Evaluating Large Language Models for Generalization and Robustness via Data Compression
This addresses the challenge of reliable evaluation for large language models, which is crucial for researchers and developers, though it is incremental as it builds on existing compression-based methods.
The paper tackles the problem of evaluating large language models by proposing a lossless data compression approach to test generalization and robustness on unseen data after training cutoff, finding that compression rates drop significantly post-cutoff for many models, with Mistral and Llama-2 showing better balance, and models struggling on news and code but performing well on arXiv papers.
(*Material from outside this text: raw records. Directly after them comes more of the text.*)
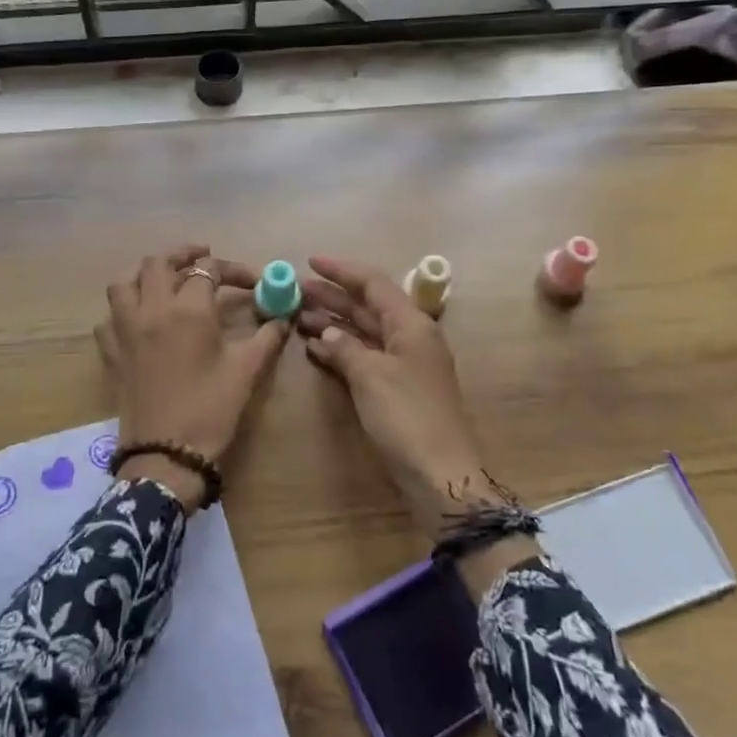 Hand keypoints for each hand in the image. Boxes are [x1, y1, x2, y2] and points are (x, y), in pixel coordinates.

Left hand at [95, 243, 289, 511]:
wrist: (166, 455)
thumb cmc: (211, 409)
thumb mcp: (247, 370)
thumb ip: (268, 337)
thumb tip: (285, 315)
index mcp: (188, 309)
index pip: (210, 270)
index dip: (234, 270)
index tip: (254, 282)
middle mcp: (152, 309)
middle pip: (159, 263)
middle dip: (184, 255)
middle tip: (205, 259)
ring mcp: (124, 329)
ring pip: (125, 282)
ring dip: (146, 275)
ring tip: (166, 280)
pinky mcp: (110, 352)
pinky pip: (109, 317)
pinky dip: (124, 310)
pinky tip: (140, 320)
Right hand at [297, 256, 509, 542]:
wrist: (440, 475)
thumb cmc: (407, 417)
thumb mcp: (371, 376)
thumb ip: (345, 347)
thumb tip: (327, 333)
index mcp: (411, 324)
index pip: (373, 283)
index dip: (341, 270)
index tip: (310, 261)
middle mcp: (410, 337)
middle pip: (367, 306)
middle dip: (332, 296)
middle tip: (295, 290)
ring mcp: (405, 363)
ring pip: (365, 331)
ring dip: (334, 322)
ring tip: (298, 316)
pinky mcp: (398, 388)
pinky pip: (366, 356)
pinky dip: (342, 350)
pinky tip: (316, 348)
Existing methods for evaluating large language models face challenges such as data contamination, sensitivity to prompts, and the high cost of benchmark creation. To address this, we propose a lossless data compression based evaluation approach that tests how models' predictive abilities generalize after their training cutoff. Specifically, we collect comprehensive test data spanning 83 months from 2017 to 2023 and split the data into training and testing periods according to models' training data cutoff. We measure: 1) the compression performance on the testing period as a measure of generalization on unseen data; and 2) the performance gap between the training and testing period as a measure of robustness. Our experiments test 14 representative large language models with various sizes on sources including Wikipedia, news articles, code, arXiv papers, and multi-modal data. We find that the compression rate of many models reduces significantly after their cutoff date, but models such as Mistral and Llama-2 demonstrate a good balance between performance and robustness. Results also suggest that models struggle to generalize on news and code data, but work especially well on arXiv papers. We also find the context size and tokenization implementation have a big impact of on the overall compression performance.